A major biography of the second First Lady: operatic in size and drama, and intensively researched (16 years, claims Levin). To weave her passionate account of the wife of one President and mother of another, Levin quotes extensively from her subject's famed letters and diaries. Thus. citing Abigail's youthful record as ""parsimonious,"" she sketches only briefly Abigail's life up to age 29, in 1773--the year she began her lifelong correspondence with Mercy Otis Warren.

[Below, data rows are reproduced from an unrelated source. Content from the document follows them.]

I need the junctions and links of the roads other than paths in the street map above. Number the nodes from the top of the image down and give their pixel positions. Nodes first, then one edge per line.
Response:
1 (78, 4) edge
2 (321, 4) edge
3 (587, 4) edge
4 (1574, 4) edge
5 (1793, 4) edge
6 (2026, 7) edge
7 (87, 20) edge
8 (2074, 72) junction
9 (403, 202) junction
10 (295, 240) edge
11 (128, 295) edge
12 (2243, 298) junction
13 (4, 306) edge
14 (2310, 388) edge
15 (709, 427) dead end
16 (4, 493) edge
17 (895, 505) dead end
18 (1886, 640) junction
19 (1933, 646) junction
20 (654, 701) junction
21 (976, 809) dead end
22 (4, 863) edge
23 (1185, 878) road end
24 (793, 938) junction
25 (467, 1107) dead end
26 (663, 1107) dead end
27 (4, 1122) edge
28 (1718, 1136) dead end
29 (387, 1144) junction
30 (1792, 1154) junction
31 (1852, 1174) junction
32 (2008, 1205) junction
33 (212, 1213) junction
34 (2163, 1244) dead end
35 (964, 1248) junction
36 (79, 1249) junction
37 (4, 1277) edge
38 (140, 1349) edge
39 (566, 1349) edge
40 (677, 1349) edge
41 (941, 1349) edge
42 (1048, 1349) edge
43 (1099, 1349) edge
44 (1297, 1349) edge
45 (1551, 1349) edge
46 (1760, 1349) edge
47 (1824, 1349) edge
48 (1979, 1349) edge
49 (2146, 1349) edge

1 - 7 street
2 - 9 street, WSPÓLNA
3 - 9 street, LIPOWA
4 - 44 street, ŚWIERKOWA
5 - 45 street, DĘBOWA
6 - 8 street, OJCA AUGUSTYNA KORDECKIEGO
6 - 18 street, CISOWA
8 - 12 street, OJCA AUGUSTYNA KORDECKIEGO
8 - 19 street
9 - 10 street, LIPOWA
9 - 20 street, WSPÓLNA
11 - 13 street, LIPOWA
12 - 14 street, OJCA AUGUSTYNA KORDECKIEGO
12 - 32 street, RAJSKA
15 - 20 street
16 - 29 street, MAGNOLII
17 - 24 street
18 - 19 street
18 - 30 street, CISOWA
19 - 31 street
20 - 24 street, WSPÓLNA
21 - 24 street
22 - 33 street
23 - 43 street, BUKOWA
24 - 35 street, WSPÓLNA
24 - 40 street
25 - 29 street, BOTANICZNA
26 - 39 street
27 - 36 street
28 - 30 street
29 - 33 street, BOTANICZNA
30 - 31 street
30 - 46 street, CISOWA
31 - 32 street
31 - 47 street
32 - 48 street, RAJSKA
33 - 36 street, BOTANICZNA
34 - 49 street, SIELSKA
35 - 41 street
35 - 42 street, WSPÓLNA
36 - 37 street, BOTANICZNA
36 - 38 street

From that point on, Levin depicts Abigail's life in rich, colorful detail; and in the telling presents, through Abigail's perceptive eyes, vivid portraits of the Revolutionary War era (both in the States and in London and Paris, where John Adams served) and its incredible cast--especially of husband John, friend Tom Jefferson, and acquaintances the Marquis de Lafayette and Ben Franklin (on whom Abigail had a crush of sorts, writing of him, albeit tongue-in-cheek, as ""the God of Wisdom, in a Humane Form""). Levin's investigations appear near-exhaustive and are clearly a labor of love; as she re-creates Abigail's troubled personal and public life, she grants her subject an almost heroic demeanor, finding her a woman with ""a flair for independence, a gift for language, extraordinary intellect, the capacity to love."" Probably true; but Levin's indefatigable determination to drench Abigail's life in high melodrama at times makes her trials, and her heroism, seem the stuff of soap opera--nearly every page here is clogged with frenzied emotionalities: ""The squall was over as suddenly as it had begun--a lone, bitter signal of Abigail's inner turbulence. A sense of isolation prevailed; she mourned. . ."" ad nauseam. Overwrought, Wagnerian even: but a consistently fascinating life rendered in bold, splashy colors, and thus sure to appeal to many readers.